The CRA's Principal Residence Exemption - Basics

Updated: Nov 29, 2021



One of the benefits to owning your home is capital gain - you could sell your house for a higher price than you bought it for. The Canada Revenue Agency charges a capital gains tax in some situations to this money that's being made.


You wouldn't have to pay this tax if the house you bought was your principal residence for every year you owned it. If at some point you lived somewhere else, the situation could get more complicated. You may get partial credit if you the property was your principal residence for some of the period you owned it.

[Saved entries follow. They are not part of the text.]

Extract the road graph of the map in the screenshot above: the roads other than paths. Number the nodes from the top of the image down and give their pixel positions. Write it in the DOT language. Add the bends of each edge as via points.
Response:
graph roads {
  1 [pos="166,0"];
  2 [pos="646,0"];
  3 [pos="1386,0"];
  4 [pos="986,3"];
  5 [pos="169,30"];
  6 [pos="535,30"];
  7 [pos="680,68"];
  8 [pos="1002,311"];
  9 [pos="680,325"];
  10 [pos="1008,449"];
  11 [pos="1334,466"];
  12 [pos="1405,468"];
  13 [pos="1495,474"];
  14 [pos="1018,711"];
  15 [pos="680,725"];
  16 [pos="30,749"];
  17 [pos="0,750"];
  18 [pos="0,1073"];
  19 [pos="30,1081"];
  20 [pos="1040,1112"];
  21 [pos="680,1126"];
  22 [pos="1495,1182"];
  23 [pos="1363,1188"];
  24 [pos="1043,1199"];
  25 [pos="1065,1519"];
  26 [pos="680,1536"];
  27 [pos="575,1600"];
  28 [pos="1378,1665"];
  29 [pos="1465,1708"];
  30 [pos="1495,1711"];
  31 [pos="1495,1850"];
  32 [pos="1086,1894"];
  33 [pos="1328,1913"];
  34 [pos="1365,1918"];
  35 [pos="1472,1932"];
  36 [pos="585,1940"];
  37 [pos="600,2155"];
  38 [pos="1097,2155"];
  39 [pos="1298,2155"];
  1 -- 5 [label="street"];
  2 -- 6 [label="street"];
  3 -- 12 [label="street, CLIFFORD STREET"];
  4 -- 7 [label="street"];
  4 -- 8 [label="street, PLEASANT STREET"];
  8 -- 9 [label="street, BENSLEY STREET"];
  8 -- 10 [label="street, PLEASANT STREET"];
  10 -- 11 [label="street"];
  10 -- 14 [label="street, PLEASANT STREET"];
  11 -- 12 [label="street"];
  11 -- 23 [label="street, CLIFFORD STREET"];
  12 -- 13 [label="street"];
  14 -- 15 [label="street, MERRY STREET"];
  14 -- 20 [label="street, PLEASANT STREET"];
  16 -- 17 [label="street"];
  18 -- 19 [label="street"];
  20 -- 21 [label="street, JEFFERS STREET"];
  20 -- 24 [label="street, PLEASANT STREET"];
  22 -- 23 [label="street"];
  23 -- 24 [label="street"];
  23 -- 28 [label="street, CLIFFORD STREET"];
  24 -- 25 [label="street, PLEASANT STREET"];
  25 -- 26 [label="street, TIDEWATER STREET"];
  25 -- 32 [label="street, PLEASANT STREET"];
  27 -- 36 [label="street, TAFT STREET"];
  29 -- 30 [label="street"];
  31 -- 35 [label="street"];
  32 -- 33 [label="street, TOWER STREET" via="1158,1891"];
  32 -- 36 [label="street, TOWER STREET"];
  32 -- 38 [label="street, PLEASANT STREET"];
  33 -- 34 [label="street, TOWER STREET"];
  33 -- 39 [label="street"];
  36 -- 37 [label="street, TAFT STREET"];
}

But what counts as a principal residence? It could be a house, condo, house boat, or mobile home that you, your spouse, or child "ordinarily inhabited." If you have a vacation home you stay in for two weeks of the year and rent out to strangers, it won't be considered a principal residence.


There are four pieces of criteria your home needs to meet in order to count as your principal residence. According to the Income Tax Act, the property must be a housing unit (not an office), you must own it (not rent), you or your spouse/kids have to stay in it, and you have to 'designate the property as a principal residence'. This article from the Government of Canada's website breaks down what it means to designate your property properly.


It's possible for your vacation home to count for this even if you aren't there most of the year. According to the Act, properties you stay in part of the year are considered "provided that the main reason for owning the property is not to gain or produce income.”